Qu’est-ce que le droit des peuples à disposer d’eux-mêmes ?

Le droit des peuples à disposer d’eux-mêmes a d’abord été associé au principe d’autodétermination dans le cadre du processus de décolonisation. Il repose sur une dialectique associant exercice du pouvoir, accord des gouvernés et libération d’une domination étrangère. L’autodétermination a notamment été promue par le gouvernement américain au lendemain de la Première Guerre mondiale. Mais c’est essentiellement au terme de la  Seconde Guerre mondiale que ce principe sera mis en avant dans différents textes internationaux, jusqu'à la Charte des Nations unies qui reconnaîtra alors explicitement le « principe de l’égalité de droits des peuples et de leur droit à disposer d’eux-mêmes » (art. 1-2). Plusieurs résolutions de l’Assemblée générale des Nations unies réitéreront ce principe, auquel la Cour internationale de justice (CIJ) a conféré une portée s’imposant à tous les États.

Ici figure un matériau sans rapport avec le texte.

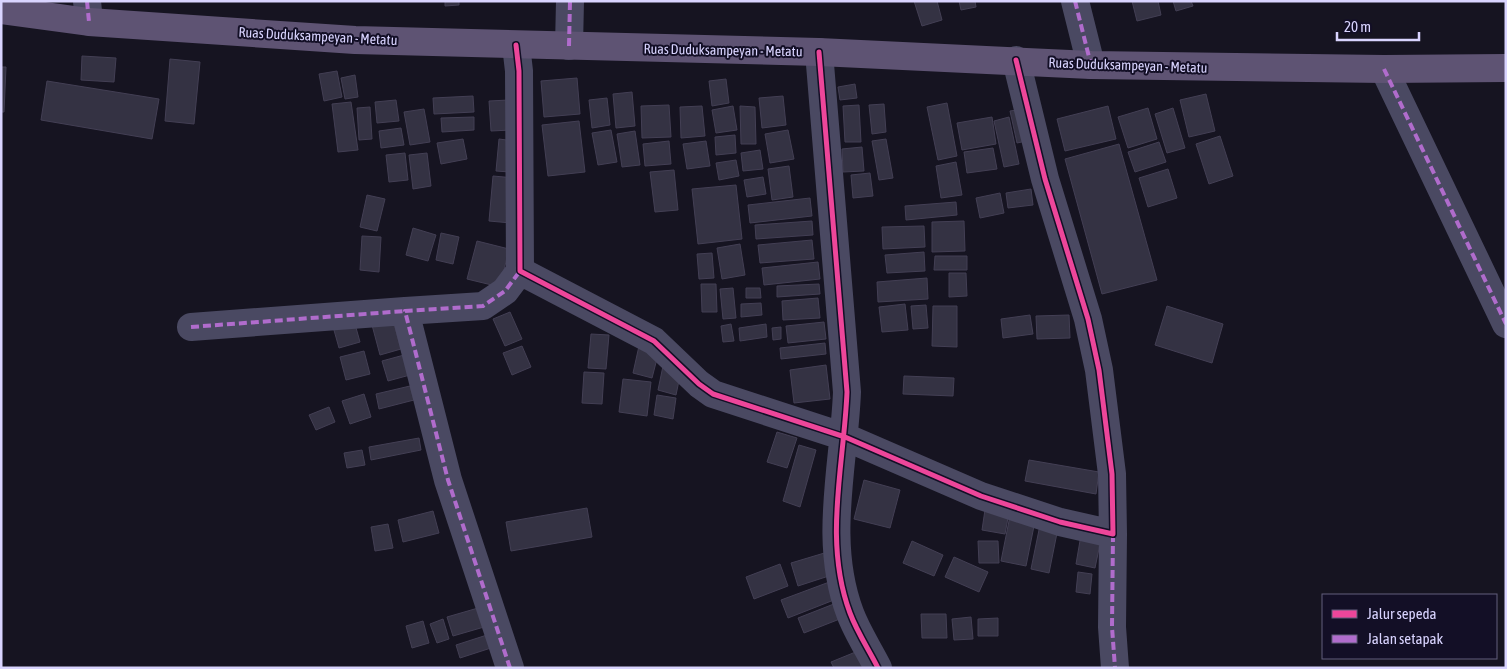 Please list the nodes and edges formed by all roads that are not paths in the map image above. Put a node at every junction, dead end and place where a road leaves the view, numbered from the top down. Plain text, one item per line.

Un véritable droit à l’autodétermination a pu être ainsi reconnu lorsqu'il était question pour des peuples de s’affranchir d’une domination étrangère. Il devient en revanche plus compliqué de l’admettre lorsqu'il s’agit de soutenir des ambitions indépendantistes fondées sur des spécificités distinguant une population du groupe national auquel elle était jusqu'alors liée. Ainsi, une telle revendication peut se heurter à la nécessité de contenir les forces centrifuges participant à une érosion de la notion même d’État dont la population comprise dans sa diversité représente un élément constitutif déterminant. Dans ce cas particulier, l’exercice du droit à l’autodétermination semble impliquer une consultation démocratique (ex. : référendum).